3.3. Comparative Experiment

3.3.1. Parameter optimization based on Bayesian optimization algorithm

Since the general process of Bayesian optimization has been introduced earlier, this section focuses on its application to the DOH-LightGBM model. Specifically, the algorithm optimizes key hyperparameters such as num-leaves, learning-rate, and feature-fraction by iteratively refining the posterior distribution using Gaussian process regression. The objective function is set to maximize model accuracy on the validation set. The optimization process continuously updates the hyperparameter space through an acquisition function, ensuring the selection of the most promising parameter combinations. Table 4 summarizes the optimal hyperparameters and corresponding model performance achieved through this process.
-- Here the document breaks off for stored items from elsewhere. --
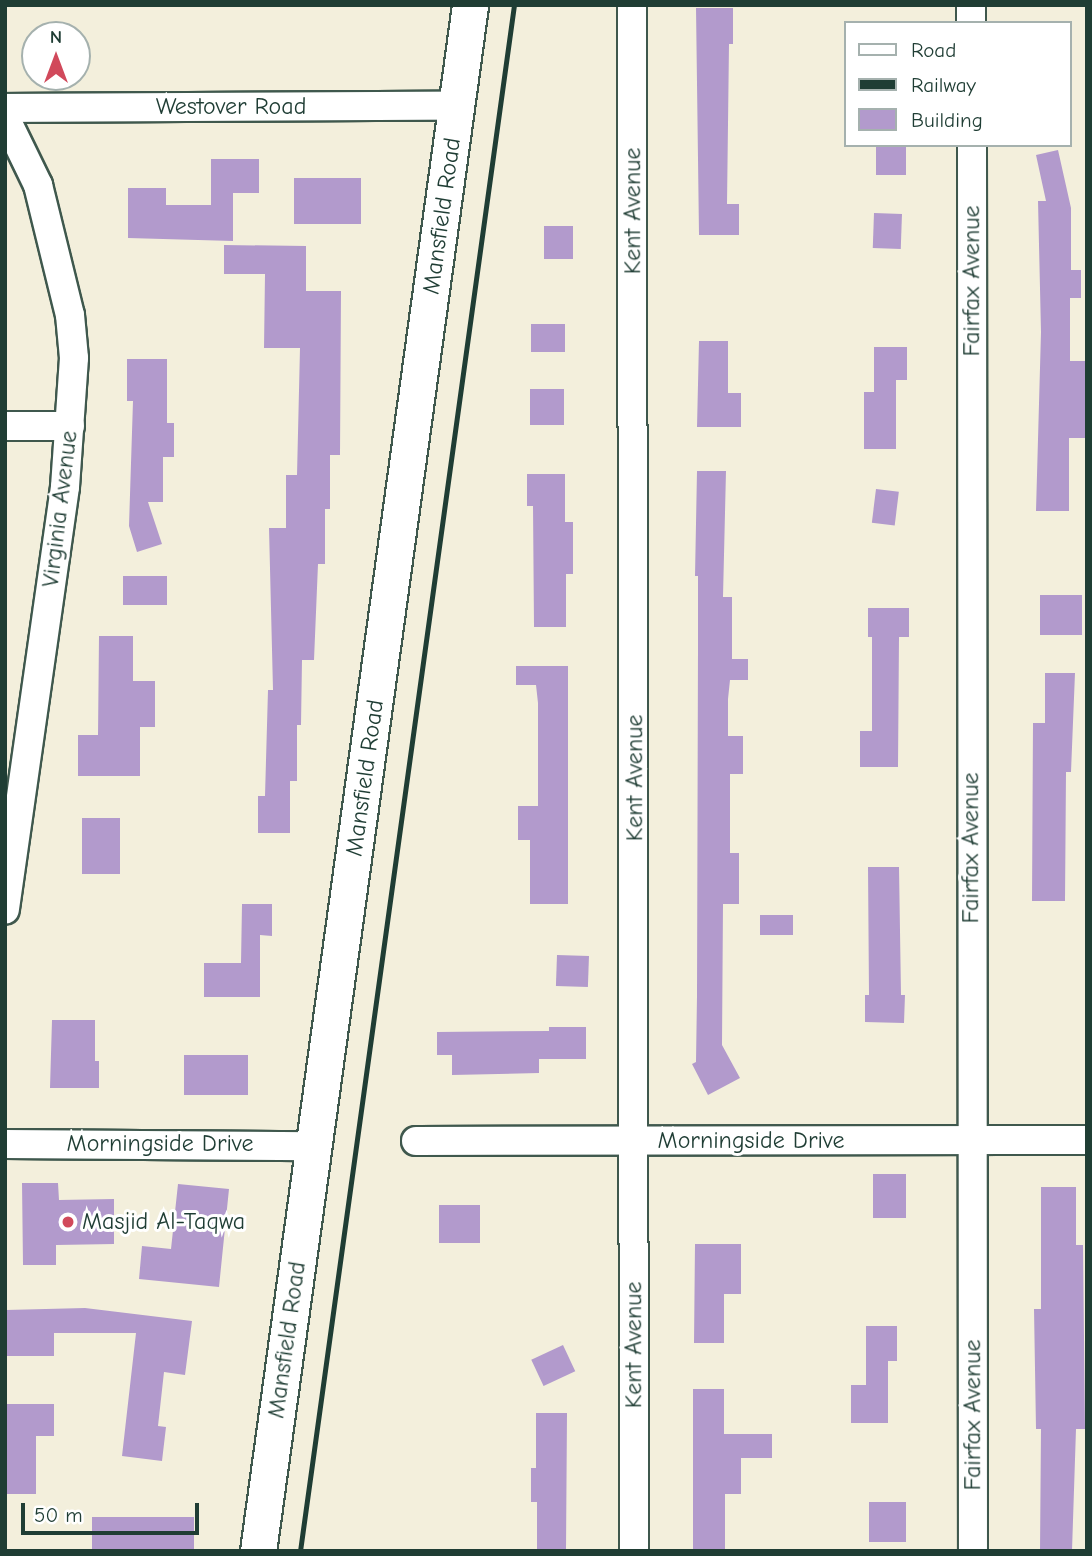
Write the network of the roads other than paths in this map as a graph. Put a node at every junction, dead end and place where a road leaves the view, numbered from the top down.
1 (470, 5) edge
2 (632, 5) edge
3 (457, 106) junction
4 (5, 108) edge
5 (5, 117) edge
6 (972, 147) edge
7 (5, 426) edge
8 (70, 426) junction
9 (15, 782) edge
10 (5, 910) edge
11 (973, 1140) junction
12 (1087, 1140) edge
13 (416, 1141) dead end
14 (634, 1141) junction
15 (5, 1144) edge
16 (314, 1146) junction
17 (258, 1551) edge
18 (634, 1551) edge
19 (973, 1551) edge

1 - 3 main road, Mansfield Road
2 - 14 street, Kent Avenue
3 - 4 street, Westover Road
3 - 16 main road, Mansfield Road
5 - 8 street, Virginia Avenue
6 - 11 street, Fairfax Avenue
7 - 8 street
8 - 9 street, Virginia Avenue
9 - 10 street, Virginia Avenue
11 - 12 street, Morningside Drive
11 - 14 street, Morningside Drive
11 - 19 street, Fairfax Avenue
13 - 14 street, Morningside Drive
14 - 18 street, Kent Avenue
15 - 16 street, Morningside Drive
16 - 17 main road, Mansfield Road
3.3.2. Comparison of the Bayesian-DOH-LightGBM model with other classification models

To further evaluate the predictive performance of the Bayesian-DOH-LightGBM model, we compared it against several widely used classification models. These include traditional single classifiers such as Decision Tree and KNN, as well as popular ensemble learning models like Random Forest, XGBoost, AdaBoost, LightGBM, and Bayesian-LightGBM [51,52,53]. The comparative results are presented in Table 5. The experimental results indicate that the Bayesian-DOH-LightGBM model proposed in this study surpasses other models in key metrics such as precision, FAR, CSI, and accuracy. While its recall is slightly lower than that of the LightGBM model (ranked second), the overall predictive performance remains significantly superior to both mainstream ensemble learning classifiers and single classifiers, highlighting its exceptional comprehensive capabilities.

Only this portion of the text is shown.